### Exercise material
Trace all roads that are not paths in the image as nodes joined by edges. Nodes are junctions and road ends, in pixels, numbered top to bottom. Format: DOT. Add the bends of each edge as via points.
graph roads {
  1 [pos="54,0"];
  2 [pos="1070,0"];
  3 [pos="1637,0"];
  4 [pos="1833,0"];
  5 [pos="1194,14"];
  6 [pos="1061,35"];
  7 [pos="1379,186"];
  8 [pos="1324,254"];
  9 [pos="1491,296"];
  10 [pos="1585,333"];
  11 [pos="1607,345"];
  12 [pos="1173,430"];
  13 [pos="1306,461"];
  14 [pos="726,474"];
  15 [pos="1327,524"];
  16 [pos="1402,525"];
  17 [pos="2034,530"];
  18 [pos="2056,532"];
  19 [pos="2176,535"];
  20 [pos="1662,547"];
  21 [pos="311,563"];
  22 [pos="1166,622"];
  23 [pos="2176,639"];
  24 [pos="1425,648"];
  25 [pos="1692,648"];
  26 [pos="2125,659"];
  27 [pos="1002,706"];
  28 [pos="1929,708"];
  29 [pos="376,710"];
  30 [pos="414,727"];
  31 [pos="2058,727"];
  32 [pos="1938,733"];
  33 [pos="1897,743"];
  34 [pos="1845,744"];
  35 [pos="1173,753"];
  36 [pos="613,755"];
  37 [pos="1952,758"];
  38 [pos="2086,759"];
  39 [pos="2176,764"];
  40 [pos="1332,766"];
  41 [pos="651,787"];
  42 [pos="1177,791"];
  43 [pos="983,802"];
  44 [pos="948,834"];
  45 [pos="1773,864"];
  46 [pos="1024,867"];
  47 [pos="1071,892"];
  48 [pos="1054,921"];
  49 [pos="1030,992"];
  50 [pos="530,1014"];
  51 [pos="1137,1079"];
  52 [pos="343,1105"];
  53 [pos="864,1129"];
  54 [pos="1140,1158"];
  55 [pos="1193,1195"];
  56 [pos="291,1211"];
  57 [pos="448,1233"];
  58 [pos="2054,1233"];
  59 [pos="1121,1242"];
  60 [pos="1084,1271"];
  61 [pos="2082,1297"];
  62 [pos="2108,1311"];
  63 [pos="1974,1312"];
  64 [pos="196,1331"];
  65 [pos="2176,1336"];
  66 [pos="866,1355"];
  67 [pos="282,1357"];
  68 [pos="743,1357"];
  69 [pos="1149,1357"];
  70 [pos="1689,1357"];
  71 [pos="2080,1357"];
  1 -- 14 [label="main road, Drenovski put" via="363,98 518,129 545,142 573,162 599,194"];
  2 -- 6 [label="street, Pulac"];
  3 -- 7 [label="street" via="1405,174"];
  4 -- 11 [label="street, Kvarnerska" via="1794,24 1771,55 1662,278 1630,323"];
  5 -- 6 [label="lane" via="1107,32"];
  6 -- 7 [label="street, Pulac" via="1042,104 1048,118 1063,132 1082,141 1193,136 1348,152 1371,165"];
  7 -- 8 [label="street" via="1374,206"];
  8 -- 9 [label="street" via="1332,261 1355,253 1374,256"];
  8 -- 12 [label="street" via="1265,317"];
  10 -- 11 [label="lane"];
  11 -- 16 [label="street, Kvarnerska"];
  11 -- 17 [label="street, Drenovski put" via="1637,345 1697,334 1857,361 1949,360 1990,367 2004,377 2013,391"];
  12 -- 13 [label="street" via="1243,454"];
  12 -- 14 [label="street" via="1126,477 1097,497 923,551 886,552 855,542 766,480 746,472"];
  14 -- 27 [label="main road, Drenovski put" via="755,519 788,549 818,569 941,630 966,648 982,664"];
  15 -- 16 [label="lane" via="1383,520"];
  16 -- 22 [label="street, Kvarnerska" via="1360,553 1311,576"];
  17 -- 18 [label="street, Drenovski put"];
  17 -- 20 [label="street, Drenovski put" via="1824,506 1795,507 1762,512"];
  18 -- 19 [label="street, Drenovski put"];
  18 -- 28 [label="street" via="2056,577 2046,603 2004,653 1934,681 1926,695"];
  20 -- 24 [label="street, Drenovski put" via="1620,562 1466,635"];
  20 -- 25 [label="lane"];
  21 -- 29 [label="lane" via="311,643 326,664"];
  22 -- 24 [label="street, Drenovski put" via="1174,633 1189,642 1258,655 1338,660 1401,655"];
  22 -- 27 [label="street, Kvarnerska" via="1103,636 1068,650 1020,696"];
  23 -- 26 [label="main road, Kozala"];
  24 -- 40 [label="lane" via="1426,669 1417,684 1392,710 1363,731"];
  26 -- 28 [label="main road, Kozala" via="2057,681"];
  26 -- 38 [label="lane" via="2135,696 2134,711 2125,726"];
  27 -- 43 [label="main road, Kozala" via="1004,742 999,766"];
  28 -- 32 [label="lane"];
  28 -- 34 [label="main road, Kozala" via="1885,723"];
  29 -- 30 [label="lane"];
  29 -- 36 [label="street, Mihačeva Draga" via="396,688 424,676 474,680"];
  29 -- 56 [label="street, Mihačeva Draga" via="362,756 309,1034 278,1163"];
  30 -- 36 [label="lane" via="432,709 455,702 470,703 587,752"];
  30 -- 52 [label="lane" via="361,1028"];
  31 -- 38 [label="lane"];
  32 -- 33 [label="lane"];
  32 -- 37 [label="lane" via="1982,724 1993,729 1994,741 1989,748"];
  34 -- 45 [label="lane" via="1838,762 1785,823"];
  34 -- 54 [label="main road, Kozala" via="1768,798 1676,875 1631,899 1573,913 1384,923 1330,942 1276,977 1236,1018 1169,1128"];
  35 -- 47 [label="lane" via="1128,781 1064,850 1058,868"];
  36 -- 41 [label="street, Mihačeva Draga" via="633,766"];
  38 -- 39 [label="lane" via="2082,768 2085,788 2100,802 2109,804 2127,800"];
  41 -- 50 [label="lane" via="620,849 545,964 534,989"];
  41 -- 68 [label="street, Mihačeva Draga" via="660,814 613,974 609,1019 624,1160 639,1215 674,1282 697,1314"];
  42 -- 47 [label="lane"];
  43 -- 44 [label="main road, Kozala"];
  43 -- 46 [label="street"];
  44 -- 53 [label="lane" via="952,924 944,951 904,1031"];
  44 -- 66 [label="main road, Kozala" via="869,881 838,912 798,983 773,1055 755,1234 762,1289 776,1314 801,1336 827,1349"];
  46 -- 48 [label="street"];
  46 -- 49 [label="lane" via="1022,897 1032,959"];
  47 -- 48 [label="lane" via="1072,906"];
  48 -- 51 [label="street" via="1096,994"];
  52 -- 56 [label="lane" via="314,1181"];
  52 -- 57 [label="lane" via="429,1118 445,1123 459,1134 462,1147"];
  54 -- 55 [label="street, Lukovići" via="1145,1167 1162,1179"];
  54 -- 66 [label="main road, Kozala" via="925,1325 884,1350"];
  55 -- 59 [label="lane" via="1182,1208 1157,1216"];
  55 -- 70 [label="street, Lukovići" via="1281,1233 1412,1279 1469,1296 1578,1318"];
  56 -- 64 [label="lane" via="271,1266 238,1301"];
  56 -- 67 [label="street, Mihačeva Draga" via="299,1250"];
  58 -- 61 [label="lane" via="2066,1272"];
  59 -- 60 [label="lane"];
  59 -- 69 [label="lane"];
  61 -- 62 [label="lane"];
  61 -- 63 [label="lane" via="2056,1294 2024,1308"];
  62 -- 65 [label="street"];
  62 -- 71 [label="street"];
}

### Task statement
Copy down each line in the entries that has the word "Pulac".

### Answer
  2 -- 6 [label="street, Pulac"];
  6 -- 7 [label="street, Pulac" via="1042,104 1048,118 1063,132 1082,141 1193,136 1348,152 1371,165"];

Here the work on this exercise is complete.